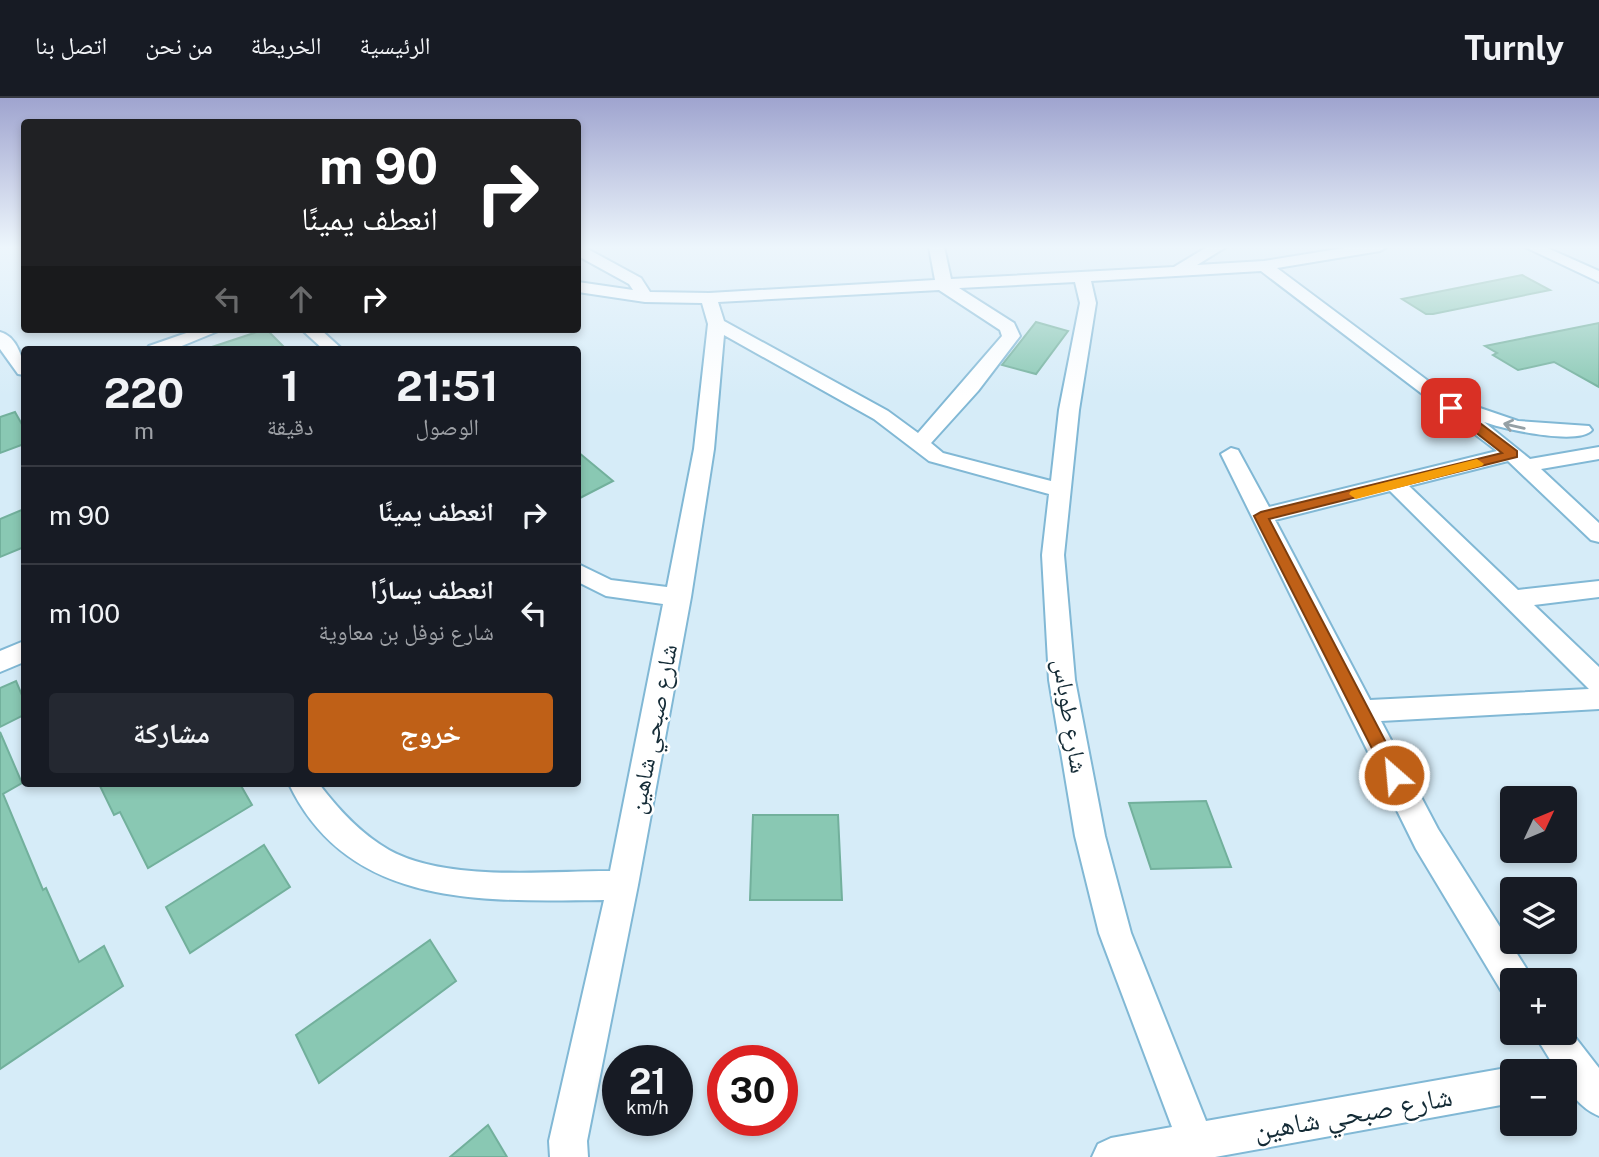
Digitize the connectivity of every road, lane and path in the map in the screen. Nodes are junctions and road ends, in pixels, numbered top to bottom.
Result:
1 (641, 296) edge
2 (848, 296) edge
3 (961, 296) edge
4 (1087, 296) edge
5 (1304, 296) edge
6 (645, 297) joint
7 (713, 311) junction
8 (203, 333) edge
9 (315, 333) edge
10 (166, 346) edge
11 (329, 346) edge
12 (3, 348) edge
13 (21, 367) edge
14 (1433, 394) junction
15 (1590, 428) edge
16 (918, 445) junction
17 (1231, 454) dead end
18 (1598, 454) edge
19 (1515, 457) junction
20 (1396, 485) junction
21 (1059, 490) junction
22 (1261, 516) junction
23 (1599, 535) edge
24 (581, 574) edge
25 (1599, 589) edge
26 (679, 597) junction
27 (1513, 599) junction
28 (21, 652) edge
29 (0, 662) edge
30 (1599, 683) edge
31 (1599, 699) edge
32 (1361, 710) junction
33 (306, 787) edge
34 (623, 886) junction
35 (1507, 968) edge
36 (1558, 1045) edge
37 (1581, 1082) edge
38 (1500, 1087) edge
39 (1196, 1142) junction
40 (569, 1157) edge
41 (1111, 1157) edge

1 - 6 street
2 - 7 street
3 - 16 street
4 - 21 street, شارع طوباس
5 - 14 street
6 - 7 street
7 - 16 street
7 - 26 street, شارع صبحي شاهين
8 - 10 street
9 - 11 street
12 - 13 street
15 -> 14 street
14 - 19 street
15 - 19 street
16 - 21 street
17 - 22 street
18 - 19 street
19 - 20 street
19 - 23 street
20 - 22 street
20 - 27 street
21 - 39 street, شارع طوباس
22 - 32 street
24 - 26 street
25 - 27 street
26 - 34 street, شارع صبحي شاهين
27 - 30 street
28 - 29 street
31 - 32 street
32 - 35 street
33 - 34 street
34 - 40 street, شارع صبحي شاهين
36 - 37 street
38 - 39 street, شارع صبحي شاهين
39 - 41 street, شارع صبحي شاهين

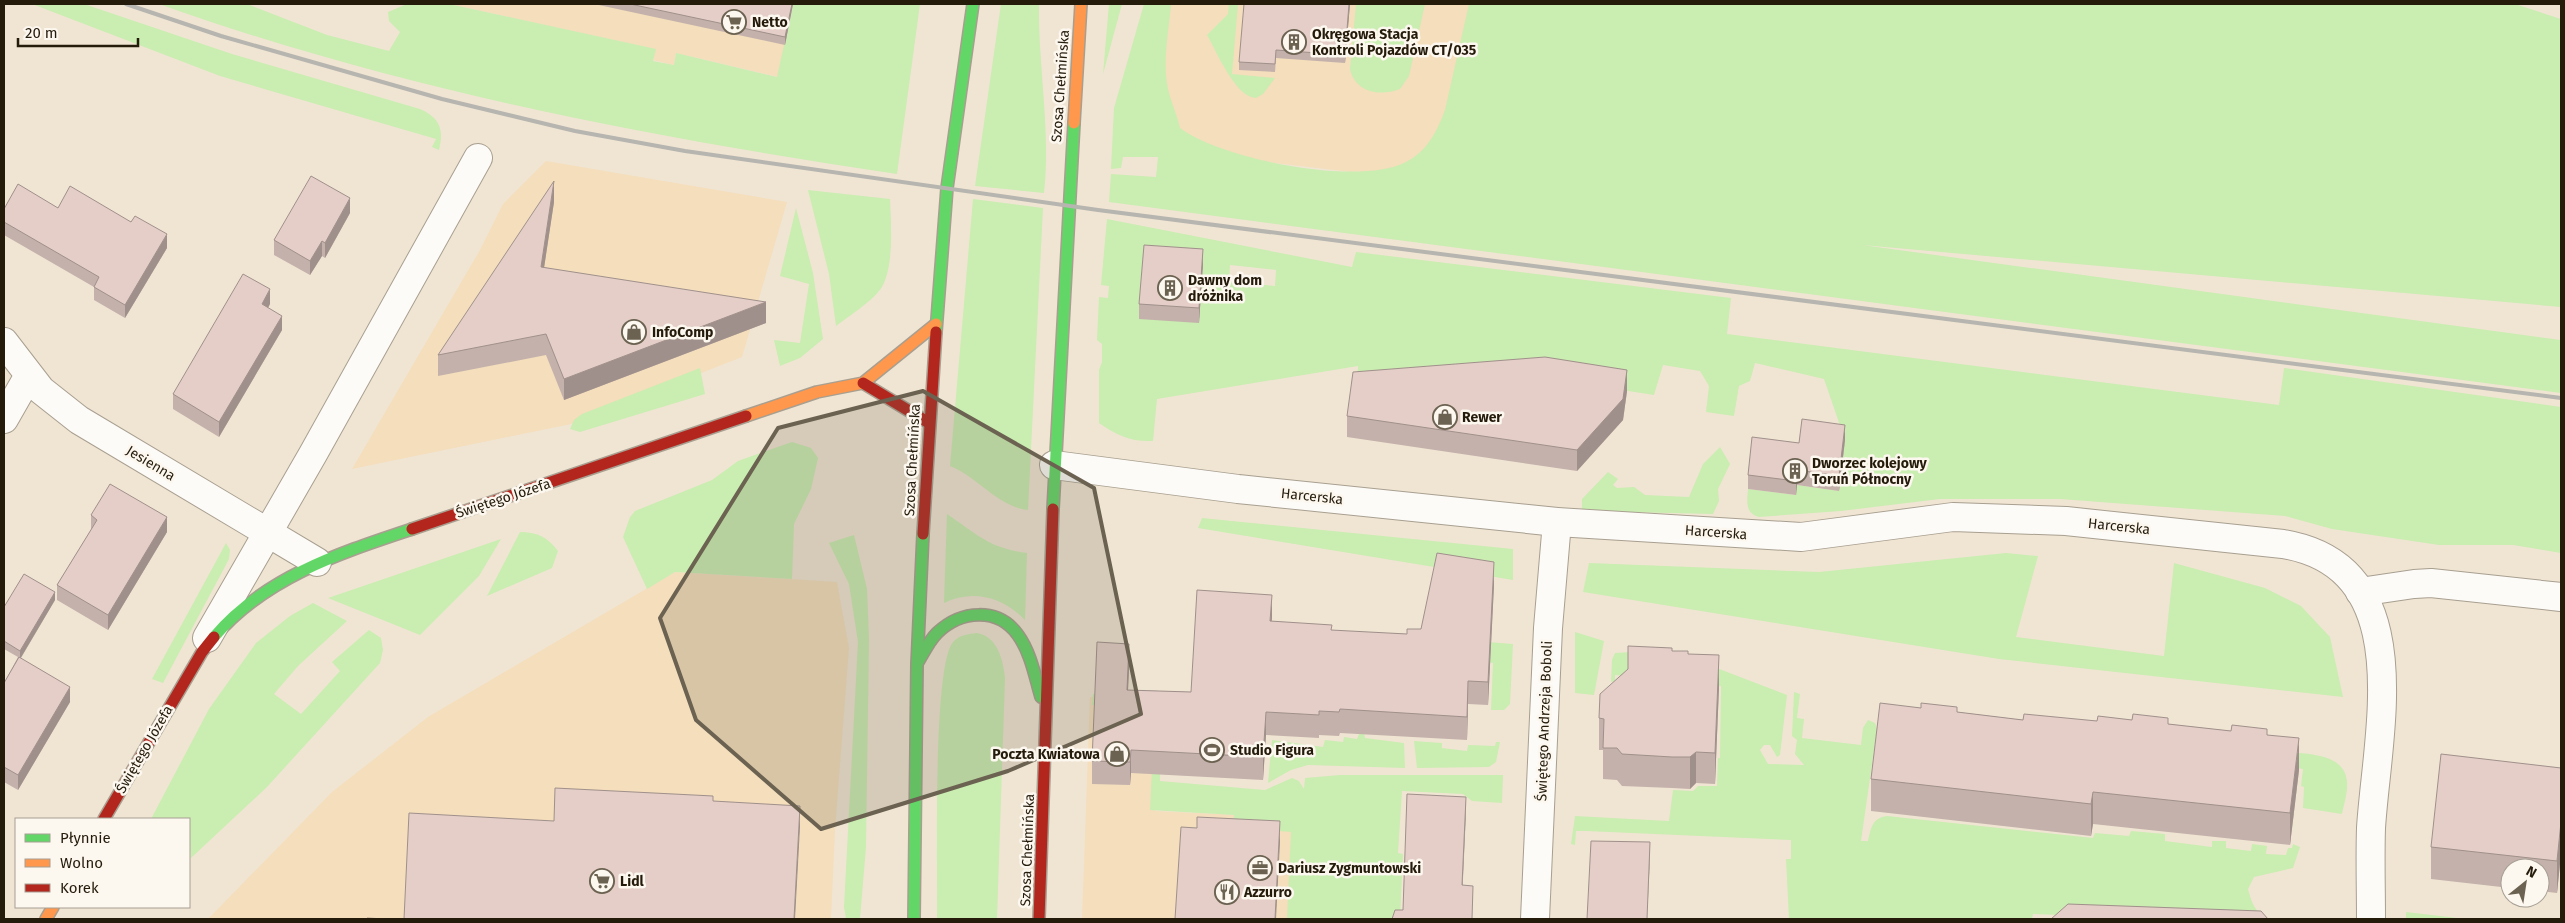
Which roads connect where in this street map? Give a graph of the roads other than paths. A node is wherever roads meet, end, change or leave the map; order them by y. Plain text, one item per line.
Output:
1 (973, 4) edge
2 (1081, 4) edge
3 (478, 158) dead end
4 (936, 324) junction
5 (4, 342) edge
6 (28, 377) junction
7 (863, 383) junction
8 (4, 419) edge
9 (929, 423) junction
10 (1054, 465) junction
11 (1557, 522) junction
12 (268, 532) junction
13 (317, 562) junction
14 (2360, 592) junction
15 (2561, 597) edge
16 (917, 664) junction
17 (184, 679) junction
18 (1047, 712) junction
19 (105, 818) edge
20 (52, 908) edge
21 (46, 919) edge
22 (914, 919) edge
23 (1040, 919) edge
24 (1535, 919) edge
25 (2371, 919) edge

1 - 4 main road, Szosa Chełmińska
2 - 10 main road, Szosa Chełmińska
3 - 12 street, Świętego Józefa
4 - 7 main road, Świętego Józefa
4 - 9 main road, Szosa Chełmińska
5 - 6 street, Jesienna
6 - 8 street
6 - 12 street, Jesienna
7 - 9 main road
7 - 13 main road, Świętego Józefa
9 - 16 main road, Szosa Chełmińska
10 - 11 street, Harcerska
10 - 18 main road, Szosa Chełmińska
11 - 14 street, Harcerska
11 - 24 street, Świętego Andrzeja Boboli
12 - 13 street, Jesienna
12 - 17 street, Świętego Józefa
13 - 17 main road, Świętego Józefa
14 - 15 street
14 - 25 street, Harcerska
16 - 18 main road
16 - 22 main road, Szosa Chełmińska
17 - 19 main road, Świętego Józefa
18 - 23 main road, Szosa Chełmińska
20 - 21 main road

...

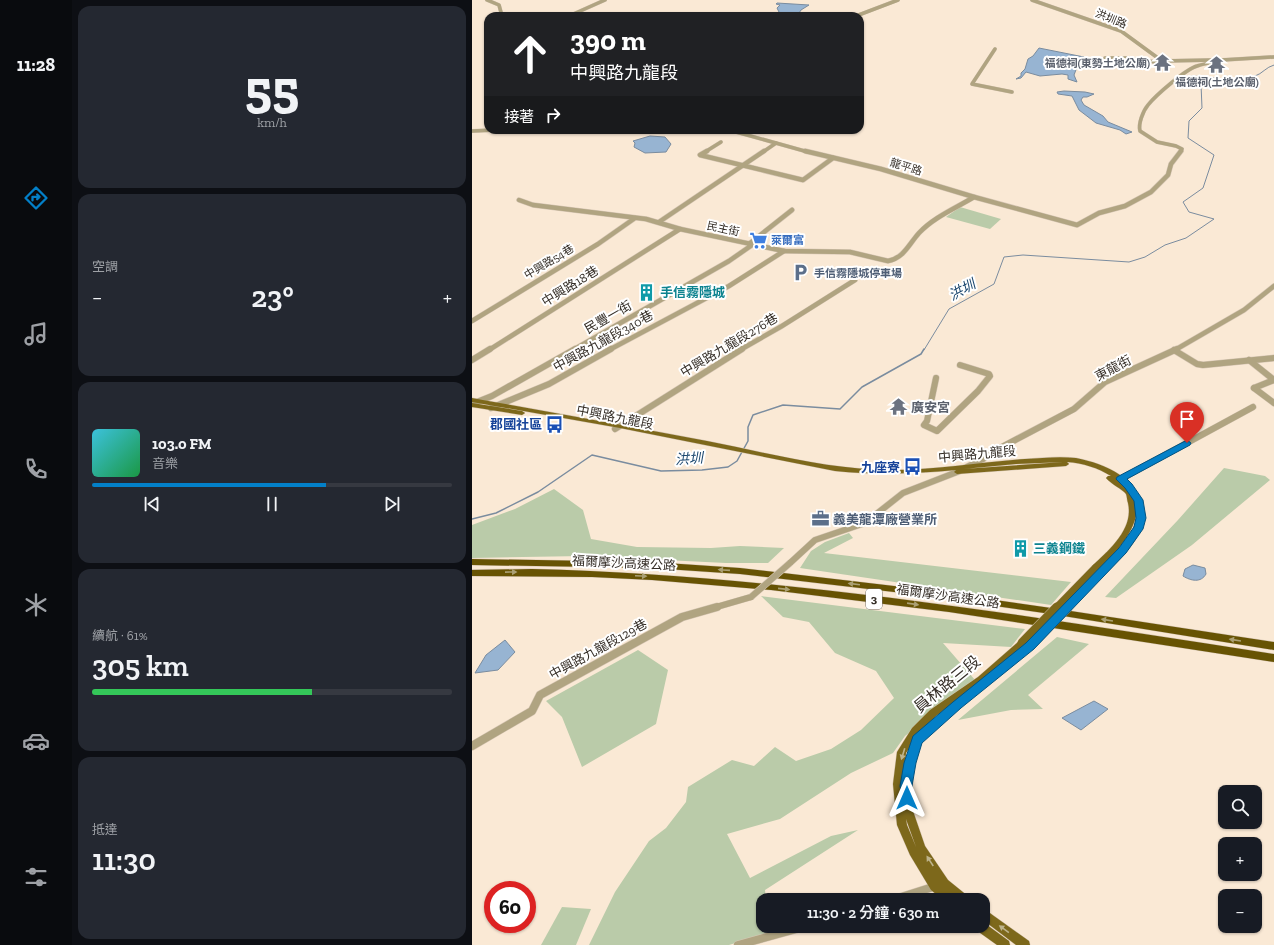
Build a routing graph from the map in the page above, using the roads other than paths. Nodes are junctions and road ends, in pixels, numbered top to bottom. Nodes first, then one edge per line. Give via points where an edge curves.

--

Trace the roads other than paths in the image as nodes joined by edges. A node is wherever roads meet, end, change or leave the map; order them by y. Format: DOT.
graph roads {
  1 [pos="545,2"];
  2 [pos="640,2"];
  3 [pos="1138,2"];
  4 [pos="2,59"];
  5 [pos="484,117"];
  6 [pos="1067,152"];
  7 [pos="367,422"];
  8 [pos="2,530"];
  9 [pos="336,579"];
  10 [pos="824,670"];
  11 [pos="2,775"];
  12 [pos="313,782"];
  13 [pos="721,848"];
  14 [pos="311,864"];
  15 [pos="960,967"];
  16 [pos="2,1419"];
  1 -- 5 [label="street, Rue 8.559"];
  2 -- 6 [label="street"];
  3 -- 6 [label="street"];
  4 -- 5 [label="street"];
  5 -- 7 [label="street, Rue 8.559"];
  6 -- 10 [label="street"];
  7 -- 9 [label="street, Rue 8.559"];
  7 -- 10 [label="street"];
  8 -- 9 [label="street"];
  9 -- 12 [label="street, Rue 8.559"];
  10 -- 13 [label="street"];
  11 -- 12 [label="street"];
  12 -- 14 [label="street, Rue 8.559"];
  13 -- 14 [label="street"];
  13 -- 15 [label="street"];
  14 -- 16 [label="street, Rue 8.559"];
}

◆ Task objective ◆
Would you return all lines from the preceding listing that contain the word "bottom"?

◆ Task answer ◆
Digitize the connectivity of every road, lane and path in the map in the screen. Nodes are junctions and road ends, in pixels, numbered top to bottom.
Build a routing graph from the map in the page above, using the roads other than paths. Nodes are junctions and road ends, in pixels, numbered top to bottom. Nodes first, then one edge per line. Give via points where an edge curves.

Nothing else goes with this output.